원문정보
초록
영어
Glycolysis is the most important metabolic pathway for growth and maintenance of living organisms, and it is designed highly robust by nature. However, relevant modification of glycolytic activity is significant in metabolic engineering for the product accumulation and it is considered as one of main technical challenges for the strain improvement. gapA is a one of the key glycolytic genes and encodes glyceraldehyde-3-phosphate dehydrogenase (GAPDH) which mediates oxidative phosphorylation of glyceraldehyde-3-phosphate into 1,3-diphosphoglycerate and has vital role in glycolysis. Wild-type GAPDH has strong activity and it is not easy to control its expression level by the conventional controllable promoters. Therefore, it is required to modify GAPDH for the sensitive regulation of glycolysis in E. coli.
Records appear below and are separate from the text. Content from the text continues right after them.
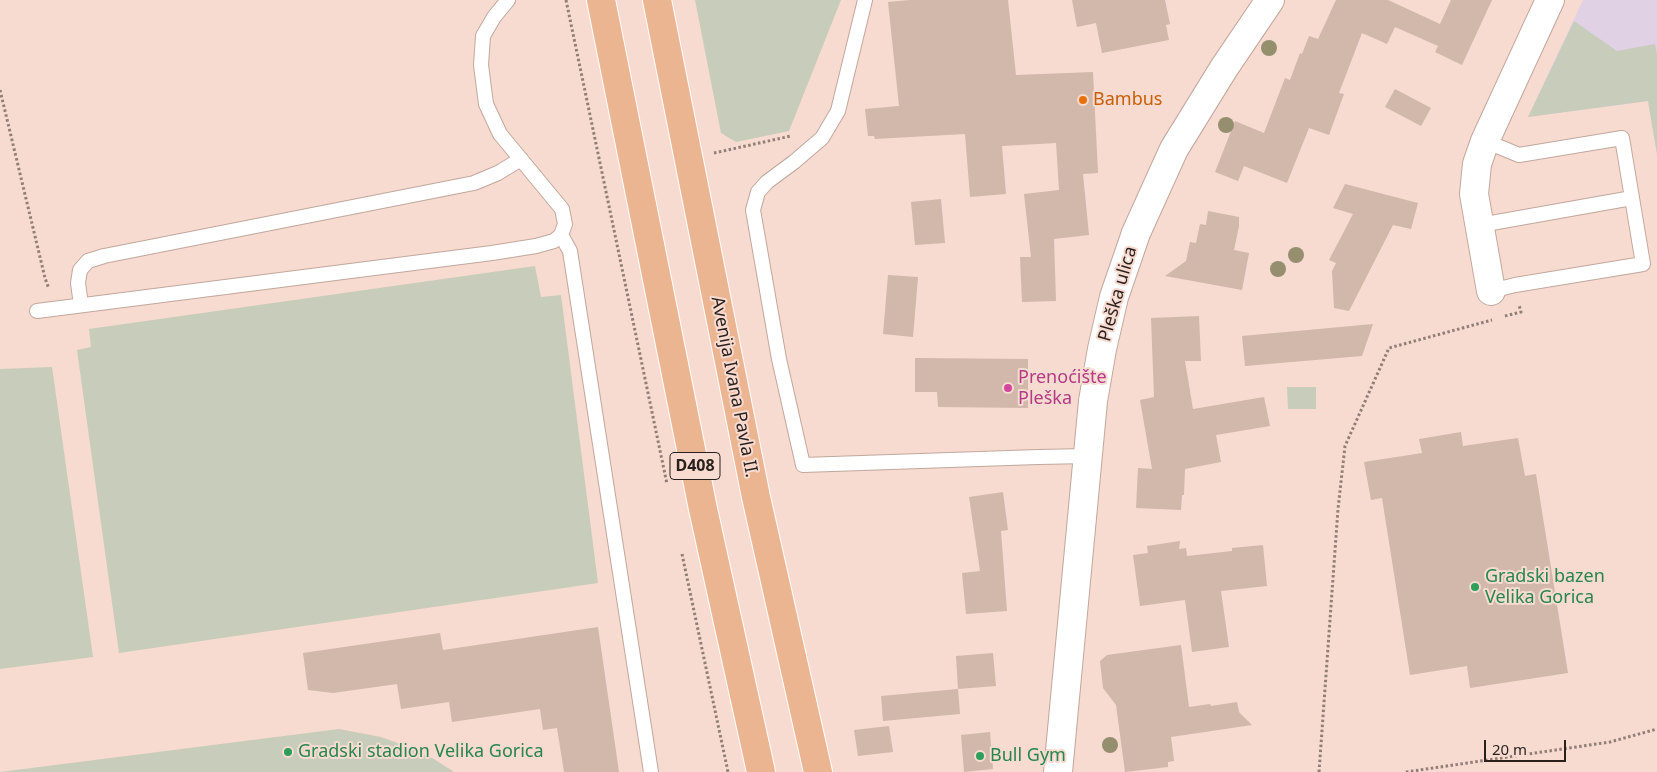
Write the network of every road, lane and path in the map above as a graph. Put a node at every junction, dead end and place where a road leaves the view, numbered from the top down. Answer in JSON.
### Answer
{"nodes":[{"id":1,"x":508,"y":0,"type":"edge"},
{"id":2,"x":566,"y":0,"type":"edge"},
{"id":3,"x":601,"y":0,"type":"edge"},
{"id":4,"x":657,"y":0,"type":"edge"},
{"id":5,"x":865,"y":0,"type":"edge"},
{"id":6,"x":1270,"y":0,"type":"edge"},
{"id":7,"x":1550,"y":0,"type":"edge"},
{"id":8,"x":0,"y":90,"type":"edge"},
{"id":9,"x":833,"y":120,"type":"junction"},
{"id":10,"x":1485,"y":141,"type":"junction"},
{"id":11,"x":714,"y":153,"type":"dead end"},
{"id":12,"x":521,"y":159,"type":"junction"},
{"id":13,"x":1632,"y":198,"type":"junction"},
{"id":14,"x":1480,"y":225,"type":"junction"},
{"id":15,"x":560,"y":235,"type":"junction"},
{"id":16,"x":1491,"y":291,"type":"joint"},
{"id":17,"x":81,"y":305,"type":"junction"},
{"id":18,"x":57,"y":308,"type":"junction"},
{"id":19,"x":37,"y":311,"type":"dead end"},
{"id":20,"x":1521,"y":312,"type":"dead end"},
{"id":21,"x":1502,"y":317,"type":"dead end"},
{"id":22,"x":1493,"y":320,"type":"dead end"},
{"id":23,"x":1088,"y":456,"type":"junction"},
{"id":24,"x":668,"y":489,"type":"dead end"},
{"id":25,"x":681,"y":548,"type":"dead end"},
{"id":26,"x":1657,"y":729,"type":"edge"},
{"id":27,"x":651,"y":772,"type":"edge"},
{"id":28,"x":728,"y":772,"type":"edge"},
{"id":29,"x":761,"y":772,"type":"edge"},
{"id":30,"x":818,"y":772,"type":"edge"},
{"id":31,"x":1058,"y":772,"type":"edge"},
{"id":32,"x":1319,"y":772,"type":"edge"},
{"id":33,"x":1406,"y":772,"type":"edge"}],
"edges":[{"from":1,"to":12,"type":"lane"},
{"from":2,"to":24,"type":"path"},
{"from":3,"to":29,"type":"main road","number":"D408"},
{"from":4,"to":30,"type":"main road","name":"Avenija Ivana Pavla II.","number":"D408"},
{"from":5,"to":9,"type":"lane"},
{"from":6,"to":23,"type":"street","name":"Pleška ulica"},
{"from":7,"to":10,"type":"street"},
{"from":8,"to":18,"type":"path"},
{"from":9,"to":11,"type":"path"},
{"from":9,"to":23,"type":"lane"},
{"from":10,"to":13,"type":"lane"},
{"from":10,"to":14,"type":"street"},
{"from":12,"to":15,"type":"lane"},
{"from":12,"to":17,"type":"lane"},
{"from":13,"to":14,"type":"lane"},
{"from":13,"to":16,"type":"lane"},
{"from":14,"to":16,"type":"street"},
{"from":15,"to":17,"type":"lane"},
{"from":15,"to":27,"type":"lane"},
{"from":17,"to":18,"type":"lane"},
{"from":18,"to":19,"type":"lane"},
{"from":20,"to":21,"type":"path"},
{"from":22,"to":32,"type":"path"},
{"from":23,"to":31,"type":"street","name":"Pleška ulica"},
{"from":25,"to":28,"type":"path"},
{"from":26,"to":33,"type":"path"}]}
In this study, we developed a gapA mutant for the regulationsensitive glycolysis in E. coli by directed evolution approach using the gapAdeleted mutant obtained by Red recombination system and temperature sensitive promoter system. Directed evolution of GAPDH was conducted by error-prone PCR combined with growth rate based screening system. By several round of evolution processes, several mutants with the different levels of regulation sensitivities could be obtained. From the sequence analysis of the mutants, activity and sequence relationship was also examined.